Pisani si ripromise di chiarire chi erano quei visitatori sconosciuti e da chi erano andati. «Ha visto altro?»
«Di sospetto, nessun altro» dichiarò il ragioniere, sicuro di sé.
«I sospetti li lasci alla Polizia; lei cos’ha visto?»
«Be’, sì, subito dopo dal portone è uscita una donna.»
«Com’era? Giovane, vecchia? Dove si è diretta?» incalzò Pisani.
«Era buio, e c’era un po’ di nebbia, e io l’ho vista solo di spalle. Però era alta, slanciata, con i capelli scuri. Ho avuto l’impressione che fosse una signora, camminava eretta come una persona sicura di sé, era elegante, aveva una giacca chiara, i tacchi alti. Si è diretta verso il centro, sembrava avere fretta. Non saprei dire l’età: l’ho vista solo di spalle.»

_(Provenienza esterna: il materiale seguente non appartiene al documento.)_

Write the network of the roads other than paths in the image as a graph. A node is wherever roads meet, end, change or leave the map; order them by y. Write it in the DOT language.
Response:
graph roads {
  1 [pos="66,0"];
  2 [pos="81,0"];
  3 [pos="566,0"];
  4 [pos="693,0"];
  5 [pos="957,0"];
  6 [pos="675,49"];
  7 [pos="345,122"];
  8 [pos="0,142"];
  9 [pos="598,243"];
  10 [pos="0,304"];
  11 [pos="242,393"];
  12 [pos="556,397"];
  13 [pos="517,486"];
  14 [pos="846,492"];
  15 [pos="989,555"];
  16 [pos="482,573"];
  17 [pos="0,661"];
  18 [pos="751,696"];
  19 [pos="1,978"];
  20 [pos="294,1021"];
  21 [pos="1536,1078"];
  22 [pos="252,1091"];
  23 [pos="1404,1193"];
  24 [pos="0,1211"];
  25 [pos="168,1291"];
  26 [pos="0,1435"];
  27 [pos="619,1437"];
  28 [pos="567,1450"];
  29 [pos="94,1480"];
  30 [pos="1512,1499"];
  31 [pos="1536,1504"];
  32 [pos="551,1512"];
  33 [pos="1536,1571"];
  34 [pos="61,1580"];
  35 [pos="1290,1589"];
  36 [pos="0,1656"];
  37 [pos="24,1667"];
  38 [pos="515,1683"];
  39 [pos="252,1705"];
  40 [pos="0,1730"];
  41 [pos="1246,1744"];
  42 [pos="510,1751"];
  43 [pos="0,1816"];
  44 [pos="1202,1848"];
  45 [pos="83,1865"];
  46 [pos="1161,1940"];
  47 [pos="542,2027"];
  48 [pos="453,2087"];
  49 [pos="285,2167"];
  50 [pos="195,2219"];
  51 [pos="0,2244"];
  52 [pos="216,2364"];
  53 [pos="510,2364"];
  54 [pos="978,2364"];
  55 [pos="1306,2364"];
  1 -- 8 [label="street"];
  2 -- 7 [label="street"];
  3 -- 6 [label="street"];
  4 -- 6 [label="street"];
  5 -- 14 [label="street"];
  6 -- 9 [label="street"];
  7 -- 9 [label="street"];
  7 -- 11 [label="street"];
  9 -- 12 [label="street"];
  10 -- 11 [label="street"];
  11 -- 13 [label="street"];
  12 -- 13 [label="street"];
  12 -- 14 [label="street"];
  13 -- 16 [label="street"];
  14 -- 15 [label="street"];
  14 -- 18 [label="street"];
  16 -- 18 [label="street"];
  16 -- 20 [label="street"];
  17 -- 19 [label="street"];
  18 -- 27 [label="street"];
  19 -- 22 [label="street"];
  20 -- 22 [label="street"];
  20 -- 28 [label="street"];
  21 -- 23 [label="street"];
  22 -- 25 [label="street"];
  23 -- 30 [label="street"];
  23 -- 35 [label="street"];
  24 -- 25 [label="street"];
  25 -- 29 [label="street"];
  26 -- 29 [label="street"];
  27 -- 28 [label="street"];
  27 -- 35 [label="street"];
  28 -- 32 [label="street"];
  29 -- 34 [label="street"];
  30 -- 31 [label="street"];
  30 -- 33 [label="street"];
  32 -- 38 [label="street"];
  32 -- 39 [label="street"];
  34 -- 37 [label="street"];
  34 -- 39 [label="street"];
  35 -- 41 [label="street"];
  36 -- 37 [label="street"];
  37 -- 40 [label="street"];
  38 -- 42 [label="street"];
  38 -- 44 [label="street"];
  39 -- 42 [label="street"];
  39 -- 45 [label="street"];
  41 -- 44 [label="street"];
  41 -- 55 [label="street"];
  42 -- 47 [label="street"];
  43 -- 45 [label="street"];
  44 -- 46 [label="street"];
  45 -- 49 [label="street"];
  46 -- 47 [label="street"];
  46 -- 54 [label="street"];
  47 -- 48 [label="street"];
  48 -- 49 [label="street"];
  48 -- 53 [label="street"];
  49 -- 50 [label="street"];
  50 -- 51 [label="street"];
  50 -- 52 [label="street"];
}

«Era la prima volta che la vedeva? Poteva essere un’inquilina del palazzo?»
«Un’inquilina di sicuro non era, da noi nessuno ha quell’andatura e quell’aria da signora.»

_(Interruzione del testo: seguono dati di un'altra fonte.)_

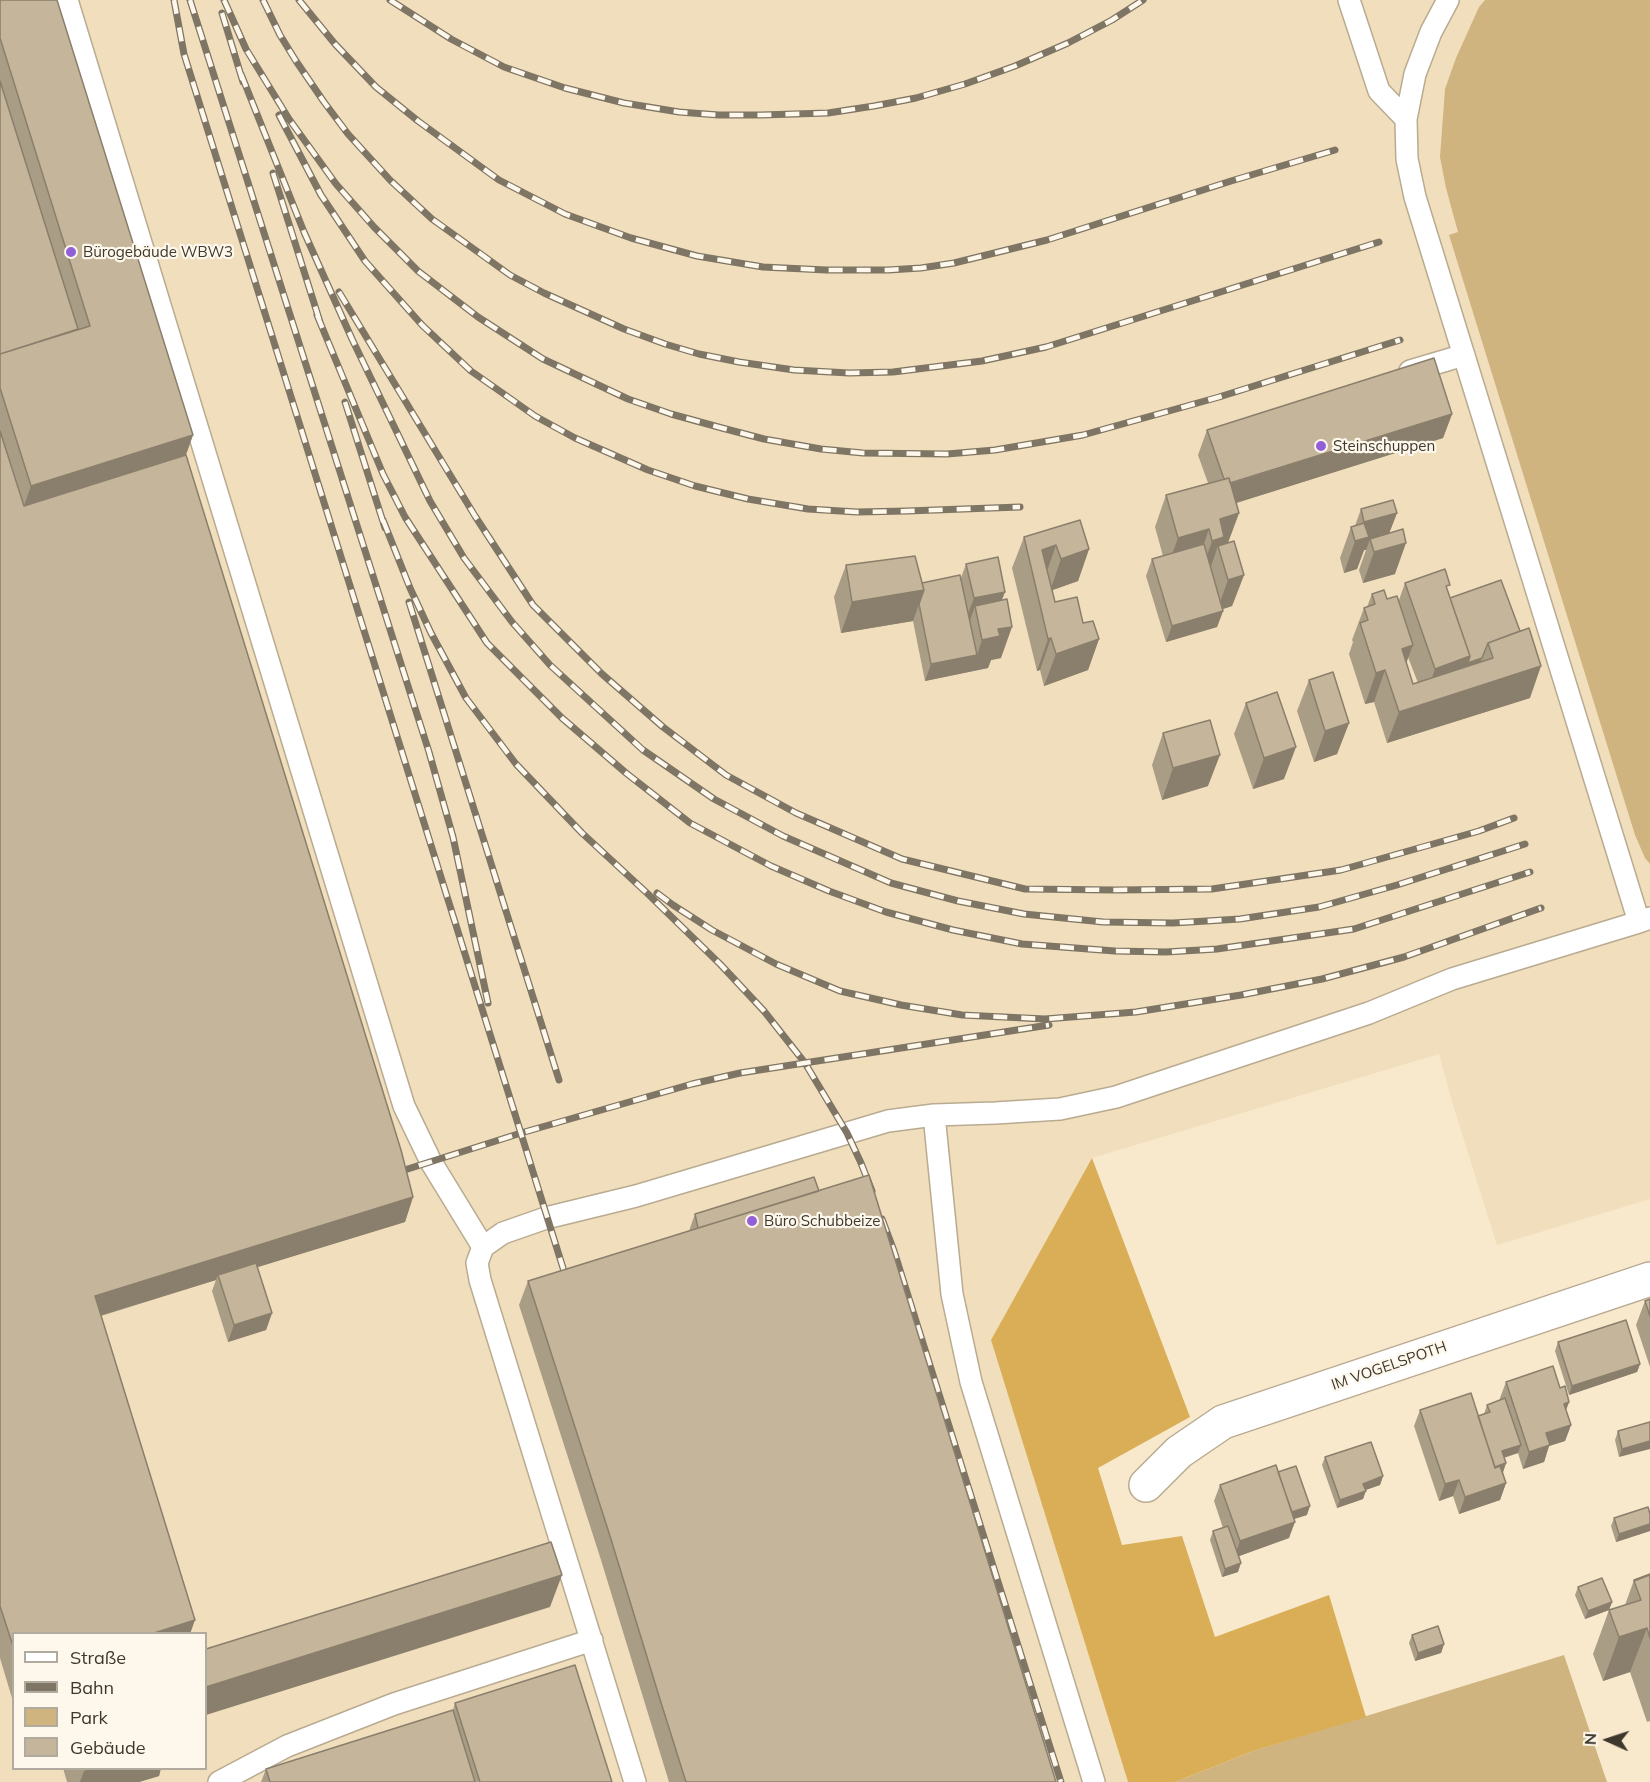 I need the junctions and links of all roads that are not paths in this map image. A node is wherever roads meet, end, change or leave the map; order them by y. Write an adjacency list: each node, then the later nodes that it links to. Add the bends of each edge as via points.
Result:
1 (67, 0): 9 (lane, via 404,1106)
2 (1349, 0): 4 (lane, via 1379,91)
3 (1448, 0): 4 (lane, via 1415,74)
4 (1406, 119): 5 (lane, via 1407,159 1415,197)
5 (1464, 355): 6 (lane); 7 (lane)
6 (1396, 375)
7 (1645, 920): 8 (lane, via 1452,979 1369,1013 1116,1097 1060,1109)
8 (934, 1115): 9 (lane, via 888,1121 636,1196 546,1218 503,1233); 15 (lane, via 952,1294 971,1382)
9 (483, 1247): 12 (lane, via 477,1263 480,1280)
10 (1650, 1279): 11 (street, IM VOGELSPOTH, via 1222,1422 1179,1452)
11 (1146, 1485)
12 (592, 1640): 13 (lane, via 394,1704 287,1746); 14 (lane)
13 (219, 1782)
14 (635, 1782)
15 (1094, 1782)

«L’aveva anche vista entrare, magari poco prima?» lo incalzò Pisani, che non voleva correre dietro a un’ombra, magari a una donna che si era infilata nel vecchio portone per curiosità.
«No» rispose sicuro il ragioniere. «Ero alla finestra da mezz’ora e non mi sarebbe sfuggita. Ma scusi» ribatté, «non stavate cercando dei rapinatori? Stamattina ho sentito il magistrato dirlo ai giornalisti!»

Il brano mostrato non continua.